Prove with induction that $\sum_{k=0}^{n-1}x^{k}=\frac{x^n-1}{x-1}$

Question

Suppose that $x\ne 1$ and $n\in\mathbb{N}^*$. Prove with induction that $$\sum_{k=0}^{n-1}x^{k}=\frac{x^n-1}{x-1}$$

It seems simple but I have tried for I don't know how long by now... Anyone can manage this?

Answer 1

Let $S(n)$ be the statement: $\displaystyle\sum_{k=0}^{n-1}x^{k}=\dfrac{x^{n}-1}{x-1}$

Basis step: $S(1)$:

LHS: $\displaystyle\sum_{k=0}^{(1)-1}x^{k}=x^{0}$

$\hspace{23 mm}=1$

RHS: $\dfrac{x^{(1)}-1}{x-1}=\dfrac{x-1}{x-1}$

$\hspace{27 mm}=1$

$\hspace{73.5 mm}$ LHS $=$ RHS $\hspace{1 mm}$ (verified.)

Inductive step:

Assume $S(m)$ is true, i.e. assume that $\displaystyle\sum_{k=0}^{m-1}x^{k}=\dfrac{x^{m}-1}{x-1}$

$S(m+1)$: $\displaystyle\sum_{k=0}^{(m+1)-1}x^{k}$

$\hspace{17 mm}=\displaystyle\sum_{k=0}^{m}x^{k}$

$\hspace{17 mm}=x^{m}+\displaystyle\sum_{k=0}^{m-1}x^{k}$

$\hspace{17 mm}=x^{m}+\dfrac{x^{m}-1}{x-1}$

$\hspace{17 mm}=\dfrac{x^{m}\hspace{1 mm}(x-1)+x^{m}-1}{x-1}$

$\hspace{17 mm}=\dfrac{x^{m+1}-x^{m}+x^{m}-1}{x-1}$

$\hspace{17 mm}=\dfrac{x^{m+1}-1}{x-1}$

So, $S(m+1)$ is true whenever $S(m)$ is true.
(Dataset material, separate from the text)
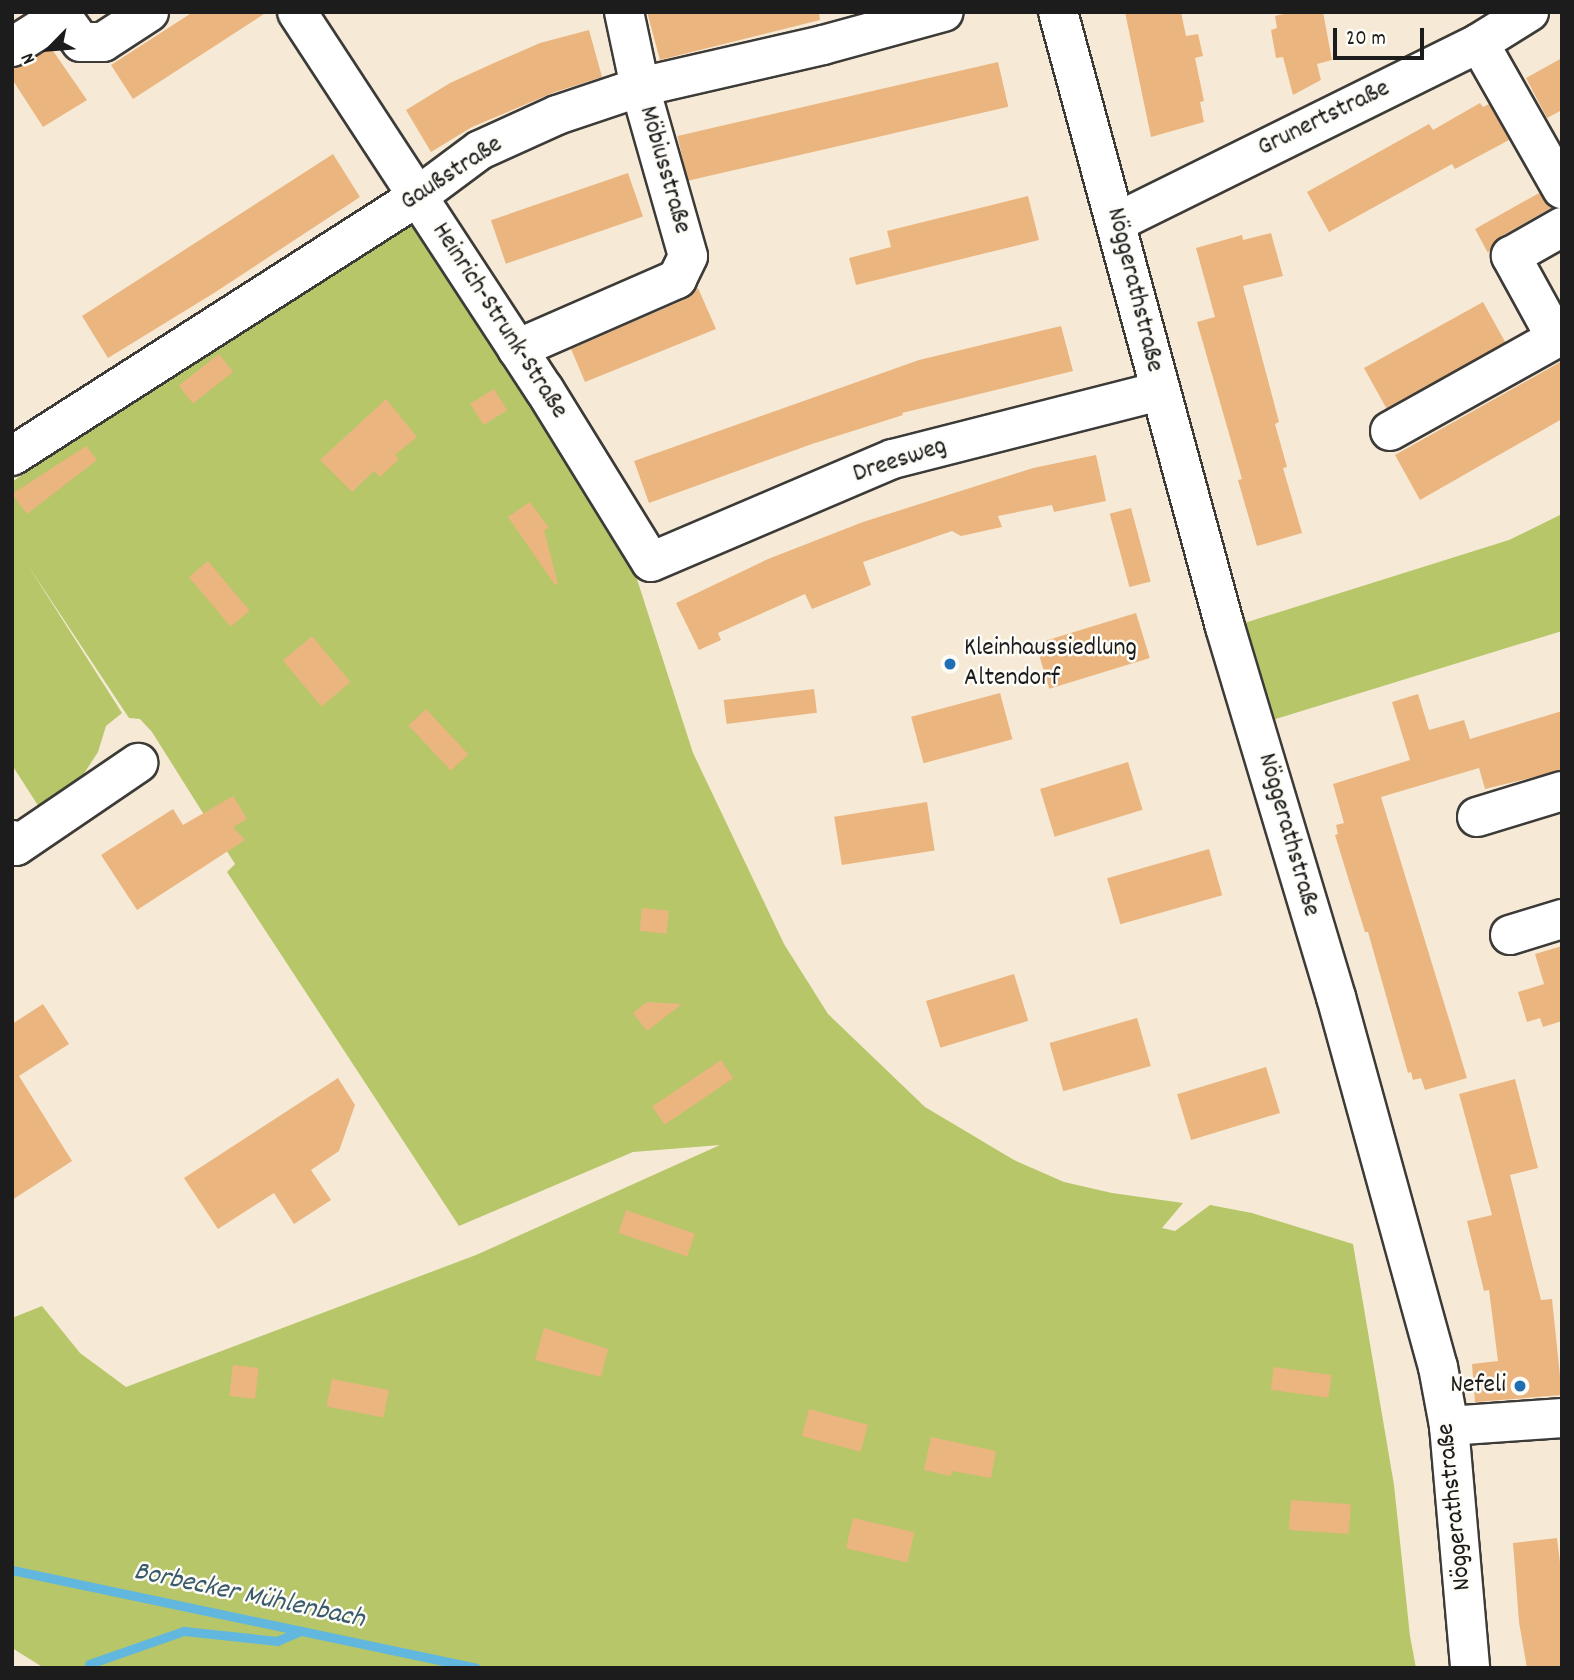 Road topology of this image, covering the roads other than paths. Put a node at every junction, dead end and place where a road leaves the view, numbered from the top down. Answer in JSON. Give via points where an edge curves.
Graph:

Therefore, $\displaystyle\sum_{k=0}^{n-1}x^{k}=\dfrac{x^{n}-1}{x-1}$.

Answer 2

We give some hints for your question:

1) $S_{n+1}-S_n=x^n$

2) $\displaystyle\frac{x^{n+1}-1}{x-1}-\displaystyle\frac{x^{n}-1}{x-1}=x^n$.